How to implement and validate motor control algorithms | Field-Oriented Control of Induction Motor with Simulink, Part 4
Learn how to implement field-oriented control algorithms for induction motors using reference examples included with Motor Control Blockset™. Verify the performance of your algorithm in a closed-loop simulation, then generate code and deploy it on an embedded microcontroller using Embedded Coder®.
Published: 17 Nov 2020
With motor control block set, you can now design and implement control algorithms for induction motors starting in MATLAB release 2020B. The reference examples provided with the block set help you simulate the control algorithm against inverter and motor models. You can also generate code from the same reference example that runs at 20 kilohertz on your microcontroller.
This is a shipping reference example, and a motor control block set for induction motors. It's very much similar to the reference example for PMSM. You can refer to this video on PMSM for more details. New blocks for induction motor include the ACIM control reference block, which accepts reference dark and feedback speed values and computes the corresponding b axis and q axis reference currents for the speed reference value.
This is in addition to the PI controller, which controls the rotor speed and generates an equivalent reference dot for the overall speed control objective. Similar to the PMSM reference example, you can implement the field oriented control algorithm using Clarke, Park, Inverse Park, Space Vector Generator, and the PI controllers for the ID and IQ current loops.
Further, the current control algorithm implements a feed forward control using the newly added ACIM feed forward control block to decouple the d access and q access currents required for implementing the field oriented control [INAUDIBLE]. A new torque estimator block has also been added to the motor control library, which estimates the electromechanical torque and power using feedback values of d and q axis currents and motor speed feedback.
In induction motors, the electric speed is different from the mechanical speed. And hence, the newly added ACIM slip speed estimate of block helps estimate the slip speed for field oriented control of induction motors. As in the PMSM reference example, you can process position and speed measurements by converting the quadrature encoded readings to position and speed, using these blocks that are provided by the motor control block set.

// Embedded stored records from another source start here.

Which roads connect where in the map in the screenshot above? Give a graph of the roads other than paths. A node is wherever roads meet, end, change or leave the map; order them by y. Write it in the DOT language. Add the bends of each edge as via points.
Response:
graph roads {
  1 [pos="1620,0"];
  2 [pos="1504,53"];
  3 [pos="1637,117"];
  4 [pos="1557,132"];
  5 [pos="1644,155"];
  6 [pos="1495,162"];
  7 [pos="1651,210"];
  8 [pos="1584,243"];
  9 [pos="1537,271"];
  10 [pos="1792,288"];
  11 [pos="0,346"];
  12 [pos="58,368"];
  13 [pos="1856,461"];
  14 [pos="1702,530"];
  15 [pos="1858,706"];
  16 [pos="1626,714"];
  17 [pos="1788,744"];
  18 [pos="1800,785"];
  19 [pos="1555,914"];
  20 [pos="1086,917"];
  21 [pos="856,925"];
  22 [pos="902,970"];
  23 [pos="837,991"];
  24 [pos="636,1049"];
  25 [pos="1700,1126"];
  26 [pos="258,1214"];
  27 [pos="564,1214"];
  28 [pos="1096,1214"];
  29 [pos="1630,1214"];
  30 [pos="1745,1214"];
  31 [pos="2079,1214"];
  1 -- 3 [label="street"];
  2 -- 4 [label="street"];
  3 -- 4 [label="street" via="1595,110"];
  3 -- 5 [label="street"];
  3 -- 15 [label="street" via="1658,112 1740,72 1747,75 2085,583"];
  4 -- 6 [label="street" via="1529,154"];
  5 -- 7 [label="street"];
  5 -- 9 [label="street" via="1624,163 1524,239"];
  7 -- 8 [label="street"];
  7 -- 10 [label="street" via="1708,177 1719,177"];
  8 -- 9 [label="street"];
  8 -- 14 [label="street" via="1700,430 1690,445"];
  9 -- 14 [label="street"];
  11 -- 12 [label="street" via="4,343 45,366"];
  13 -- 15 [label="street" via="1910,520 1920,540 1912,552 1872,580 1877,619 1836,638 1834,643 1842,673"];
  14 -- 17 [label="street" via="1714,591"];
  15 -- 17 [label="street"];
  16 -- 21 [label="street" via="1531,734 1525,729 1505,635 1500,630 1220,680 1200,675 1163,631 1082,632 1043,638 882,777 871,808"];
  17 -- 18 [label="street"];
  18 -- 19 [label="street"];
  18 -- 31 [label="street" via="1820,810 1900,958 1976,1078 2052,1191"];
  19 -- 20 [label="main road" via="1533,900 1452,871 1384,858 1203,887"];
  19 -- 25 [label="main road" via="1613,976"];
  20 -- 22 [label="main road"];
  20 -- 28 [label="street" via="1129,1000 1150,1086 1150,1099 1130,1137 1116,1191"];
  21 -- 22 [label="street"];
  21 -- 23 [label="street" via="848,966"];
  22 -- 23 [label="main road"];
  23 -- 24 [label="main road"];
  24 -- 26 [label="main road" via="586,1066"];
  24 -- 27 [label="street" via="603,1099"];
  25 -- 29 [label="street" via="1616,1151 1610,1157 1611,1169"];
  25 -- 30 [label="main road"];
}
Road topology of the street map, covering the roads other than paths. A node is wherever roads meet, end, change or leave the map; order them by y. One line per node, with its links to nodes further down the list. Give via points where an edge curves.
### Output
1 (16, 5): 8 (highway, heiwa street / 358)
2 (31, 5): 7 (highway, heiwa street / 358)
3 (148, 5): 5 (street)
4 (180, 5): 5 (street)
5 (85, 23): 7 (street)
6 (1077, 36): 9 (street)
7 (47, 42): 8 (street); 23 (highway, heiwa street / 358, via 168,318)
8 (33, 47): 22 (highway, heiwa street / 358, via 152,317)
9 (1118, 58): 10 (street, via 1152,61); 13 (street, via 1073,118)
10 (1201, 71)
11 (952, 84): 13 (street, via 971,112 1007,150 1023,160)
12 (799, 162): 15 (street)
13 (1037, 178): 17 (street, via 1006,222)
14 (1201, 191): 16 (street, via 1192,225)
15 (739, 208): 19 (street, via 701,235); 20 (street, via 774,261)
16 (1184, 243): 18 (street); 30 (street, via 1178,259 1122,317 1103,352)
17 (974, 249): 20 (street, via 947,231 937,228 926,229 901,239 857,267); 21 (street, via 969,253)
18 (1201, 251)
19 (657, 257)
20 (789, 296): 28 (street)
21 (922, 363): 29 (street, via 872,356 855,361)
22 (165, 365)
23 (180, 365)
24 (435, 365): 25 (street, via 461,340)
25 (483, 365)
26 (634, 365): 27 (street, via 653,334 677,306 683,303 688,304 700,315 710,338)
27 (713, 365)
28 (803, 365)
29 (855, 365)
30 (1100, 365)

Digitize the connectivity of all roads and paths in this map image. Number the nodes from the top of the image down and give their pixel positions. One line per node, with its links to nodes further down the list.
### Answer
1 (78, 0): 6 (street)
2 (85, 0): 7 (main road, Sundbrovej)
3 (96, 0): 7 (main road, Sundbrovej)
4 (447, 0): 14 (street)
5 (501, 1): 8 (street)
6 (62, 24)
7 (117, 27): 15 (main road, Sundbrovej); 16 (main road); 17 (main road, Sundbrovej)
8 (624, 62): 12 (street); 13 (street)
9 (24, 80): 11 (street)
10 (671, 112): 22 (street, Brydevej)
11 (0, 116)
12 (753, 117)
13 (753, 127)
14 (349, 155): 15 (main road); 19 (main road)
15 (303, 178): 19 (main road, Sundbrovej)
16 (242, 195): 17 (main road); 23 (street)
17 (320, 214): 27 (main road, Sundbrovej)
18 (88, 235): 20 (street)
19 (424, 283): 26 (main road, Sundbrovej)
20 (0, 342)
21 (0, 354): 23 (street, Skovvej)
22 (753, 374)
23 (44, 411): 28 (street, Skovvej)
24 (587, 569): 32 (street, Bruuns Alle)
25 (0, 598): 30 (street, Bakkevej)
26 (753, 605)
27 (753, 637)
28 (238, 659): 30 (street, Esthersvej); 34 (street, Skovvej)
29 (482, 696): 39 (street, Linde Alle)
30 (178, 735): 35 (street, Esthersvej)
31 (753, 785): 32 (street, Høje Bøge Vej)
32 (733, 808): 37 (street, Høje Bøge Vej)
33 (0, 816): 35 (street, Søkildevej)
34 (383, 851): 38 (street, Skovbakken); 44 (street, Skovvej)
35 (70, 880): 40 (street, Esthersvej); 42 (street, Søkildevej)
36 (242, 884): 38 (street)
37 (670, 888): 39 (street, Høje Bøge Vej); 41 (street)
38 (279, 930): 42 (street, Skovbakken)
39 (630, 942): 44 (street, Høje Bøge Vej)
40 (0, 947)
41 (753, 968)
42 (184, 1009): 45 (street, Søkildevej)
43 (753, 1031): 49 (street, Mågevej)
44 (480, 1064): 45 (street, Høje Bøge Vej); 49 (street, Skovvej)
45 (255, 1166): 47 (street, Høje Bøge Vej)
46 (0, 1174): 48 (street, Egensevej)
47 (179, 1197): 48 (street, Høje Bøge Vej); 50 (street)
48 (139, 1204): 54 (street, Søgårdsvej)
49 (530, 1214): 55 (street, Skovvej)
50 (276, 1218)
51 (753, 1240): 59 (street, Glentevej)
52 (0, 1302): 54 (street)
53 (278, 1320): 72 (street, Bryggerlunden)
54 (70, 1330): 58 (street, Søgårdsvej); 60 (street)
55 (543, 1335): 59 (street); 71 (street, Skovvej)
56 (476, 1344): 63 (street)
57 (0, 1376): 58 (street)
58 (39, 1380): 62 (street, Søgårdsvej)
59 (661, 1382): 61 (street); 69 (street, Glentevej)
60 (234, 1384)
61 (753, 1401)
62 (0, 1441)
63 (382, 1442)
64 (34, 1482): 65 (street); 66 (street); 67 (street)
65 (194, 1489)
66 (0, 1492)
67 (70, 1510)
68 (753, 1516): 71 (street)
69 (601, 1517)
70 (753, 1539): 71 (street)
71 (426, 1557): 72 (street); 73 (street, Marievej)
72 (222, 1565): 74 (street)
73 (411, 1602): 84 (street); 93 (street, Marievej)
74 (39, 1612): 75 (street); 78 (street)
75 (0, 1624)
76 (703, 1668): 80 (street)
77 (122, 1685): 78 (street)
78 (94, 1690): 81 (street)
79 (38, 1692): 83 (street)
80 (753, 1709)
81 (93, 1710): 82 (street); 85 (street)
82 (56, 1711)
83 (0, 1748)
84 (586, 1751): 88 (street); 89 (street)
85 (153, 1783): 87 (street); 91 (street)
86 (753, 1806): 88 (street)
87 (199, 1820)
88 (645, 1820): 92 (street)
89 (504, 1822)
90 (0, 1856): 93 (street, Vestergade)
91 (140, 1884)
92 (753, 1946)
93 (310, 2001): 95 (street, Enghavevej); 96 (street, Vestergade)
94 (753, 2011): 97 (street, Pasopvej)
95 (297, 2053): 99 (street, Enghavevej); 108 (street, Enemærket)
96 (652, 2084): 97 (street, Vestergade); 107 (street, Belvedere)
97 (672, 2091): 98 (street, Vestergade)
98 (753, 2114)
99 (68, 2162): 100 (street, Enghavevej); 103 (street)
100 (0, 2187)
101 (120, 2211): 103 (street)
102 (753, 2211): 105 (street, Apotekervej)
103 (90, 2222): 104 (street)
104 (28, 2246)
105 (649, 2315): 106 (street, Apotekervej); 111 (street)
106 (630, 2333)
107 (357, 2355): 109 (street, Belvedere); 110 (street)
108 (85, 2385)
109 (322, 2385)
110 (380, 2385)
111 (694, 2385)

Verify the control algorithm against linear black models for induction motor and inverter using their respective blocks available from the motor control library. Simulate the model using the run button under the simulation tab, and view the results in data inspector. You can log and visualize any signal of your interest in your model, such as speed, load torque, ID IQ currents, phase A voltage as seen by the motor, the space vector modulation signals, and other signals.
You can analyze the response of the motor control algorithm to different scenarios, such as the impact of variation in the motor load torque or speed reversal on the IQ current, as shown here, and the corresponding change in the phase A voltage and space vector modulation signals. These are well known duty cycle modulation signals, with the characteristic shapes that we obtained with space vector modulation.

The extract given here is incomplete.